[Stored data entries]
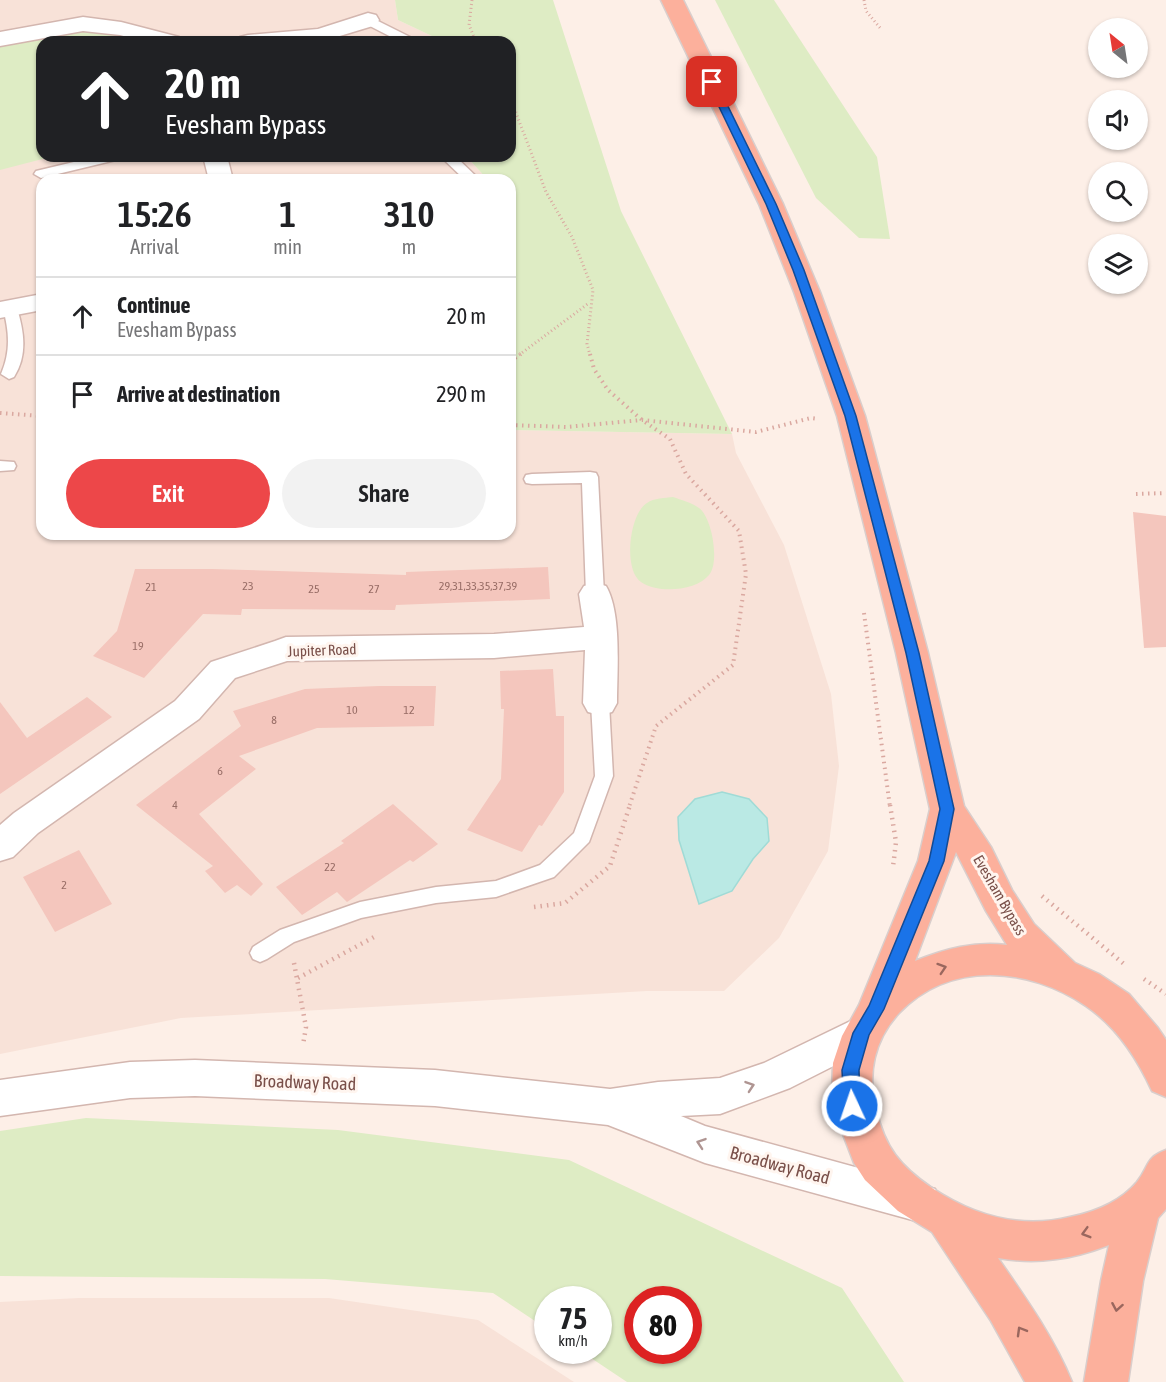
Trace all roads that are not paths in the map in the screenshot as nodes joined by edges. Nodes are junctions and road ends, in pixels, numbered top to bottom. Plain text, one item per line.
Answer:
1 (672, 0) edge
2 (368, 20) joint
3 (148, 36) edge
4 (310, 36) edge
5 (399, 36) edge
6 (0, 39) edge
7 (90, 162) edge
8 (454, 162) edge
9 (41, 174) dead end
10 (466, 174) edge
11 (36, 303) edge
12 (5, 309) edge
13 (9, 374) dead end
14 (532, 479) dead end
15 (595, 594) joint
16 (601, 637) junction
17 (600, 703) joint
18 (947, 809) junction
19 (0, 847) edge
20 (260, 953) dead end
21 (1060, 974) junction
22 (1115, 1006) junction
23 (869, 1021) junction
24 (1166, 1035) edge
25 (1166, 1079) edge
26 (0, 1098) edge
27 (610, 1107) junction
28 (1158, 1188) edge
29 (933, 1211) junction
30 (1050, 1382) edge
31 (1106, 1382) edge

1 - 18 highway, Evesham Bypass
2 - 4 street
2 - 5 lane
3 - 6 street
7 - 9 lane
8 - 10 lane
11 - 12 street
12 - 13 lane
14 - 15 lane
15 - 16 street
16 - 17 street
16 - 19 street, Jupiter Road
17 - 20 lane
18 - 21 highway, Evesham Bypass
18 - 23 highway, Evesham Bypass
21 - 22 highway
23 -> 21 highway
22 - 24 highway
22 - 25 highway
27 -> 23 street, Broadway Road
23 - 29 highway, Evesham Bypass
26 - 27 street, Broadway Road
29 -> 27 street, Broadway Road
28 -> 29 highway
28 -> 31 highway
30 -> 29 highway

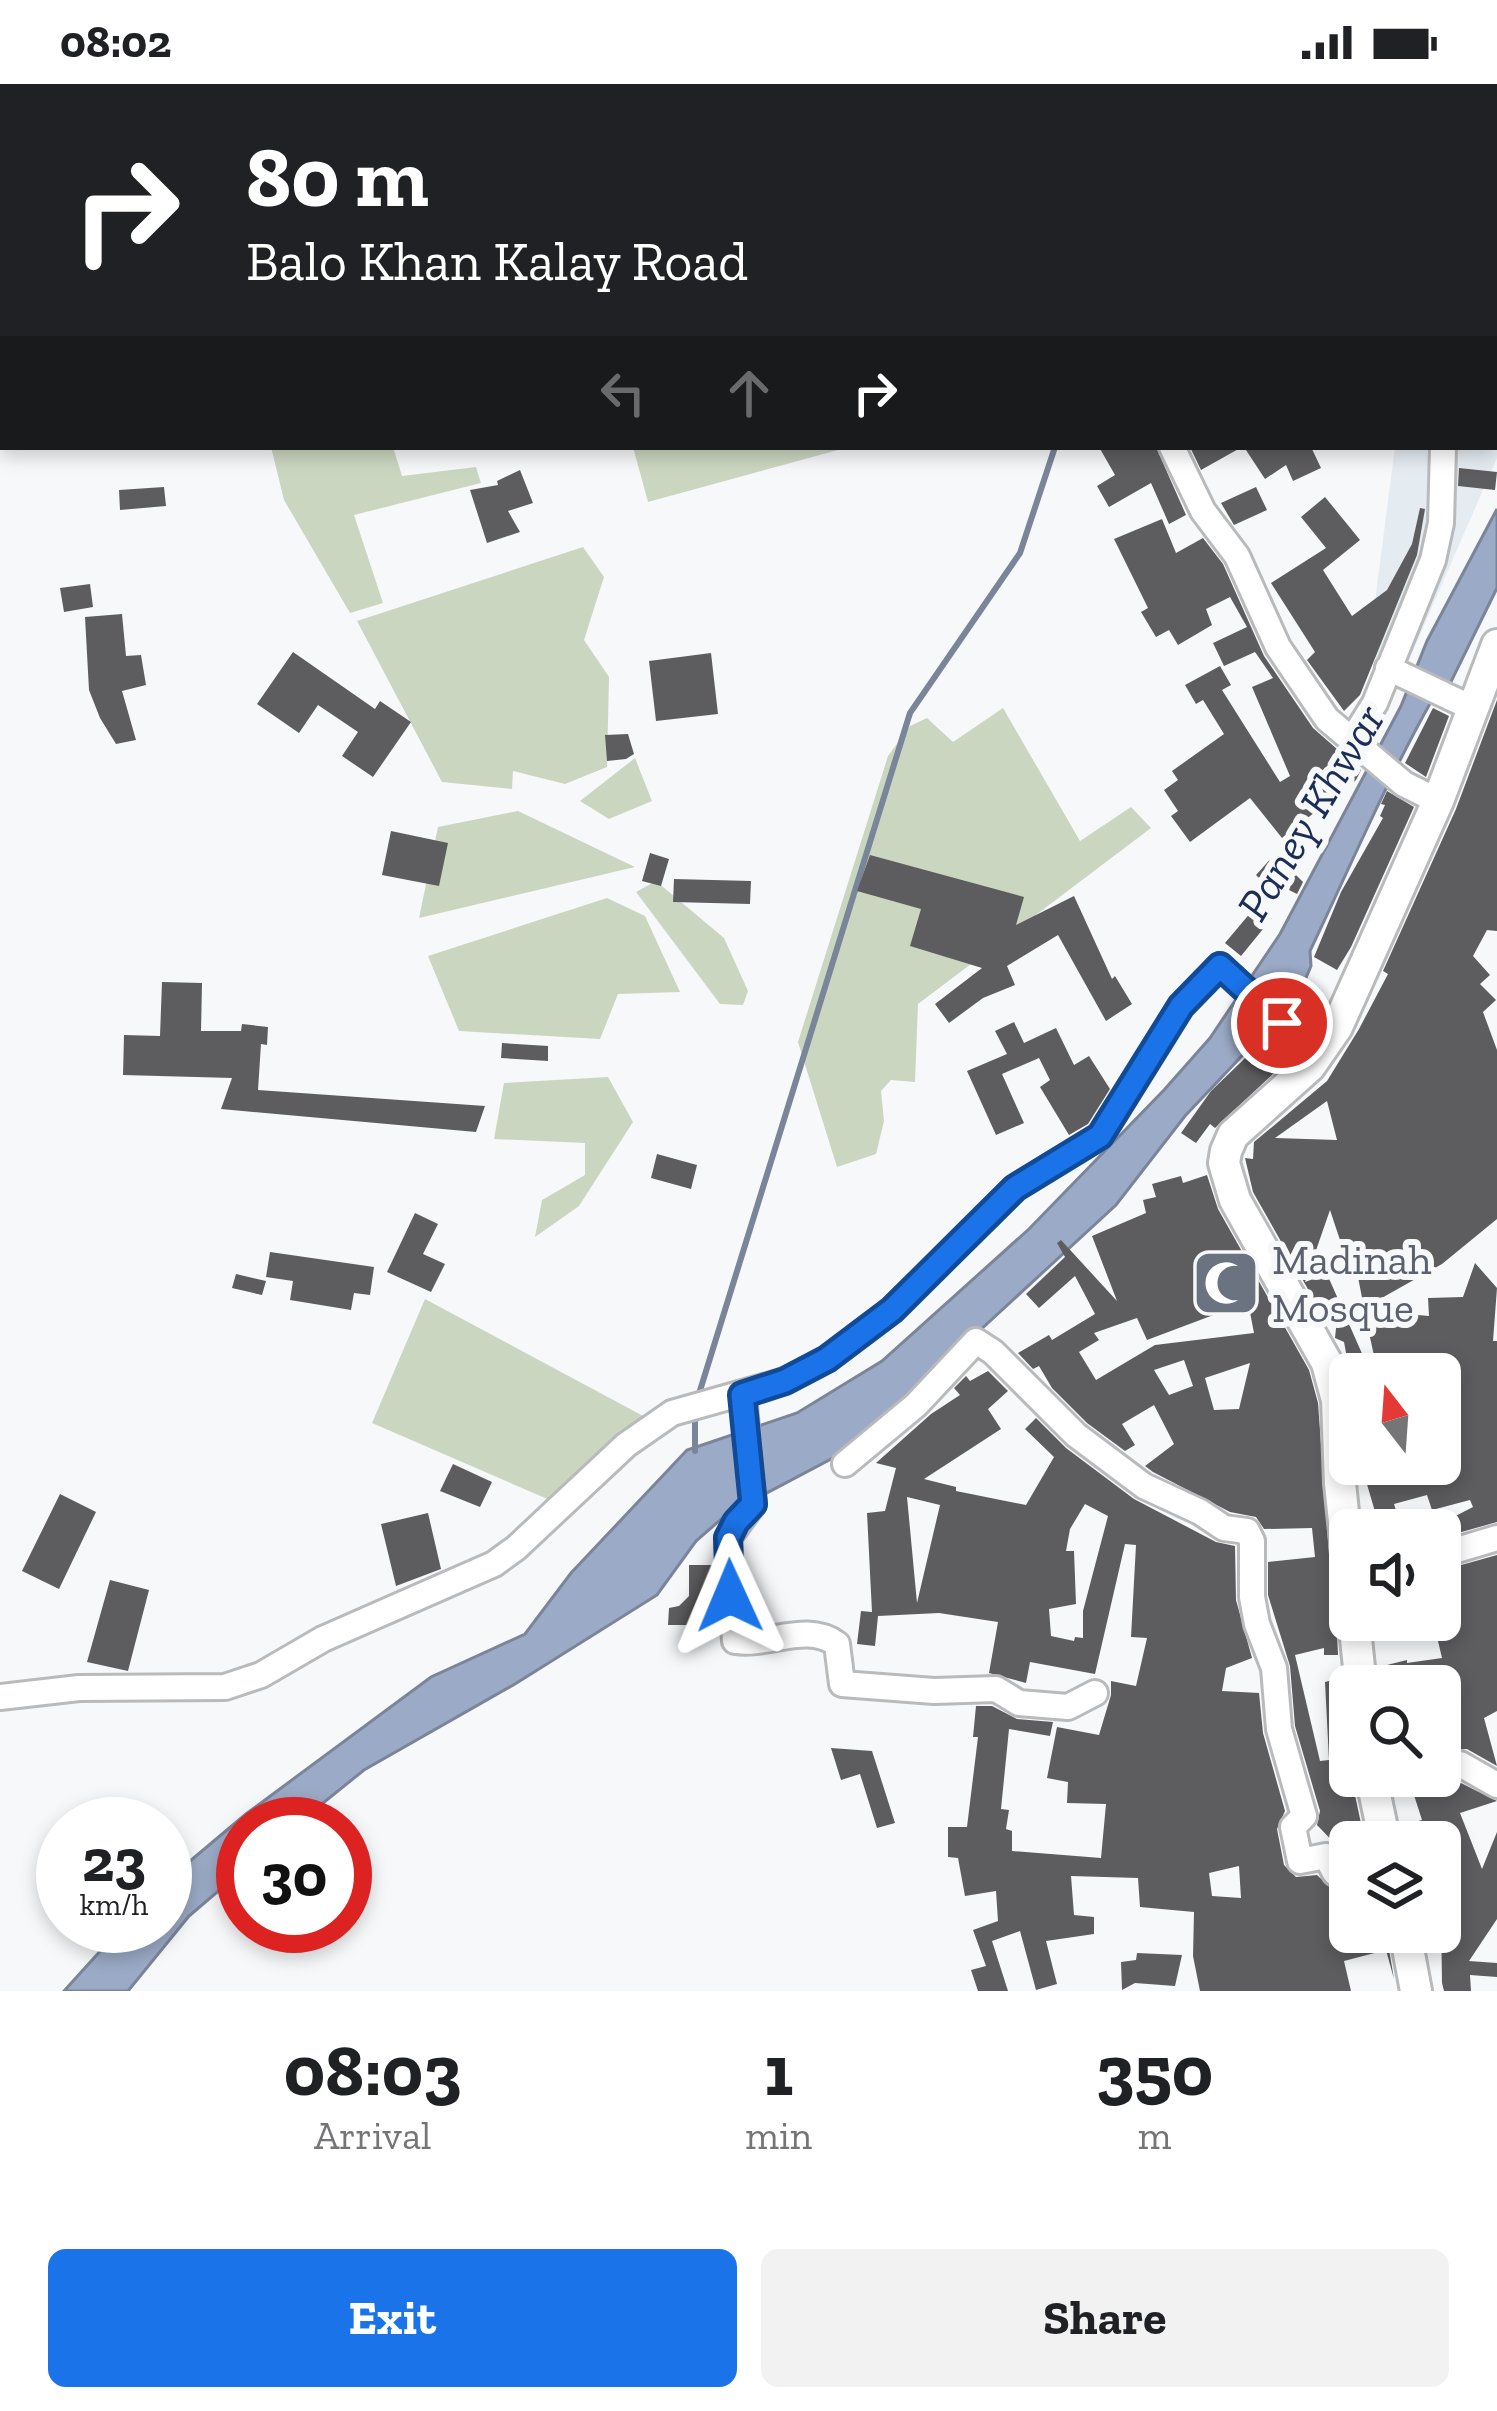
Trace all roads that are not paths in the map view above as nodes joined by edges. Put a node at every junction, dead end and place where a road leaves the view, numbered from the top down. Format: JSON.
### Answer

_EXERCISE DESCRIPTION_
Extract every line containing the string "nodes" from the data above.

_SOLUTION FOR THIS TASK_
Trace all roads that are not paths in the map in the screenshot as nodes joined by edges. Nodes are junctions and road ends, in pixels, numbered top to bottom. Plain text, one item per line.
Trace all roads that are not paths in the map view above as nodes joined by edges. Put a node at every junction, dead end and place where a road leaves the view, numbered from the top down. Format: JSON.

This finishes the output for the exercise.